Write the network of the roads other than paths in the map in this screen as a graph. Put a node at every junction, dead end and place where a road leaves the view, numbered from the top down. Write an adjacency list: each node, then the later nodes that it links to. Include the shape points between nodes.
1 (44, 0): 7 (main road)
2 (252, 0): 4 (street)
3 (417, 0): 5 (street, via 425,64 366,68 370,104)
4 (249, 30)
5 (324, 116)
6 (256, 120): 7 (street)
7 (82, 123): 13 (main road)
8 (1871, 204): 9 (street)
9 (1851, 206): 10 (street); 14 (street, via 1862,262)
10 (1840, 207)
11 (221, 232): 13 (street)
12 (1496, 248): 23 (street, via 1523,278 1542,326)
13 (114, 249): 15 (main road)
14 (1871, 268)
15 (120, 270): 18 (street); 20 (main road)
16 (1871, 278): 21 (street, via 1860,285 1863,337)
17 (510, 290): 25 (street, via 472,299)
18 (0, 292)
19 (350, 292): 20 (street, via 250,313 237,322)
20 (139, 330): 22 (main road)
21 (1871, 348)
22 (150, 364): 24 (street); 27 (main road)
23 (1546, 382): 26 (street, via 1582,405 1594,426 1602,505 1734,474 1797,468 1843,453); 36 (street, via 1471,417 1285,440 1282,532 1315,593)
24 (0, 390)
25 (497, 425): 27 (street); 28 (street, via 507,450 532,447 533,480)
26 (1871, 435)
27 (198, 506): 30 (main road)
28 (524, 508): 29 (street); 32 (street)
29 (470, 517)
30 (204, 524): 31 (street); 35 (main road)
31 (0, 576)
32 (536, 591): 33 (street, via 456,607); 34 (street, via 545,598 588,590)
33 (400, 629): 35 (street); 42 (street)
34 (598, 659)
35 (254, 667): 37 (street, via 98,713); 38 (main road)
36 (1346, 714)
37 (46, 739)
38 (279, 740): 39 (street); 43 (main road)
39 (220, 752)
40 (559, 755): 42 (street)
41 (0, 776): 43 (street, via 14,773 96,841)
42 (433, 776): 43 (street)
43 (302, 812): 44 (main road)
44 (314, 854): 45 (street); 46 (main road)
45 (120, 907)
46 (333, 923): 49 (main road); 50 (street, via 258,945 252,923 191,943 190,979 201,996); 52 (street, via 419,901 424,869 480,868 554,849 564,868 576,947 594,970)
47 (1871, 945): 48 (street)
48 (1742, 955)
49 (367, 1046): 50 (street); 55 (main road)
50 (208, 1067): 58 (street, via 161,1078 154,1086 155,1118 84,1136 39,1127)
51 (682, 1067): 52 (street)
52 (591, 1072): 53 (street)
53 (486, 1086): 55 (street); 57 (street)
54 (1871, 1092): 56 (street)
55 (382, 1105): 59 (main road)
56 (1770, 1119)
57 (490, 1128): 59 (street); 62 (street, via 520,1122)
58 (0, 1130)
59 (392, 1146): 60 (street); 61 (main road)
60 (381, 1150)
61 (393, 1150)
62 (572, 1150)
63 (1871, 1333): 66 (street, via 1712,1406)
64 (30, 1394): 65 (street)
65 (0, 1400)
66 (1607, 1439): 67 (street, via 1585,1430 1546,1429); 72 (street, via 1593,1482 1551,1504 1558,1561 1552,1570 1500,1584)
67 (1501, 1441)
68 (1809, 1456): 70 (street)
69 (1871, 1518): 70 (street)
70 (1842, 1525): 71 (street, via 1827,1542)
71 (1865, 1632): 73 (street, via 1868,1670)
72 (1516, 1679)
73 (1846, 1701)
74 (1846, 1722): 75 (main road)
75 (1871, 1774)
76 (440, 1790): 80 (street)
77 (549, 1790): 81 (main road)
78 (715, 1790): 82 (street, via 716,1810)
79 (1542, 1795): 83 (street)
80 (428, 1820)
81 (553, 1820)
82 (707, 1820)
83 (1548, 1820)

Exercise details:
Return the full listing. Leave every word as it stands.

Exercise response:
Write the network of the roads other than paths in the map in this screen as a graph. Put a node at every junction, dead end and place where a road leaves the view, numbered from the top down. Write an adjacency list: each node, then the later nodes that it links to. Include the shape points between nodes.
1 (44, 0): 7 (main road)
2 (252, 0): 4 (street)
3 (417, 0): 5 (street, via 425,64 366,68 370,104)
4 (249, 30)
5 (324, 116)
6 (256, 120): 7 (street)
7 (82, 123): 13 (main road)
8 (1871, 204): 9 (street)
9 (1851, 206): 10 (street); 14 (street, via 1862,262)
10 (1840, 207)
11 (221, 232): 13 (street)
12 (1496, 248): 23 (street, via 1523,278 1542,326)
13 (114, 249): 15 (main road)
14 (1871, 268)
15 (120, 270): 18 (street); 20 (main road)
16 (1871, 278): 21 (street, via 1860,285 1863,337)
17 (510, 290): 25 (street, via 472,299)
18 (0, 292)
19 (350, 292): 20 (street, via 250,313 237,322)
20 (139, 330): 22 (main road)
21 (1871, 348)
22 (150, 364): 24 (street); 27 (main road)
23 (1546, 382): 26 (street, via 1582,405 1594,426 1602,505 1734,474 1797,468 1843,453); 36 (street, via 1471,417 1285,440 1282,532 1315,593)
24 (0, 390)
25 (497, 425): 27 (street); 28 (street, via 507,450 532,447 533,480)
26 (1871, 435)
27 (198, 506): 30 (main road)
28 (524, 508): 29 (street); 32 (street)
29 (470, 517)
30 (204, 524): 31 (street); 35 (main road)
31 (0, 576)
32 (536, 591): 33 (street, via 456,607); 34 (street, via 545,598 588,590)
33 (400, 629): 35 (street); 42 (street)
34 (598, 659)
35 (254, 667): 37 (street, via 98,713); 38 (main road)
36 (1346, 714)
37 (46, 739)
38 (279, 740): 39 (street); 43 (main road)
39 (220, 752)
40 (559, 755): 42 (street)
41 (0, 776): 43 (street, via 14,773 96,841)
42 (433, 776): 43 (street)
43 (302, 812): 44 (main road)
44 (314, 854): 45 (street); 46 (main road)
45 (120, 907)
46 (333, 923): 49 (main road); 50 (street, via 258,945 252,923 191,943 190,979 201,996); 52 (street, via 419,901 424,869 480,868 554,849 564,868 576,947 594,970)
47 (1871, 945): 48 (street)
48 (1742, 955)
49 (367, 1046): 50 (street); 55 (main road)
50 (208, 1067): 58 (street, via 161,1078 154,1086 155,1118 84,1136 39,1127)
51 (682, 1067): 52 (street)
52 (591, 1072): 53 (street)
53 (486, 1086): 55 (street); 57 (street)
54 (1871, 1092): 56 (street)
55 (382, 1105): 59 (main road)
56 (1770, 1119)
57 (490, 1128): 59 (street); 62 (street, via 520,1122)
58 (0, 1130)
59 (392, 1146): 60 (street); 61 (main road)
60 (381, 1150)
61 (393, 1150)
62 (572, 1150)
63 (1871, 1333): 66 (street, via 1712,1406)
64 (30, 1394): 65 (street)
65 (0, 1400)
66 (1607, 1439): 67 (street, via 1585,1430 1546,1429); 72 (street, via 1593,1482 1551,1504 1558,1561 1552,1570 1500,1584)
67 (1501, 1441)
68 (1809, 1456): 70 (street)
69 (1871, 1518): 70 (street)
70 (1842, 1525): 71 (street, via 1827,1542)
71 (1865, 1632): 73 (street, via 1868,1670)
72 (1516, 1679)
73 (1846, 1701)
74 (1846, 1722): 75 (main road)
75 (1871, 1774)
76 (440, 1790): 80 (street)
77 (549, 1790): 81 (main road)
78 (715, 1790): 82 (street, via 716,1810)
79 (1542, 1795): 83 (street)
80 (428, 1820)
81 (553, 1820)
82 (707, 1820)
83 (1548, 1820)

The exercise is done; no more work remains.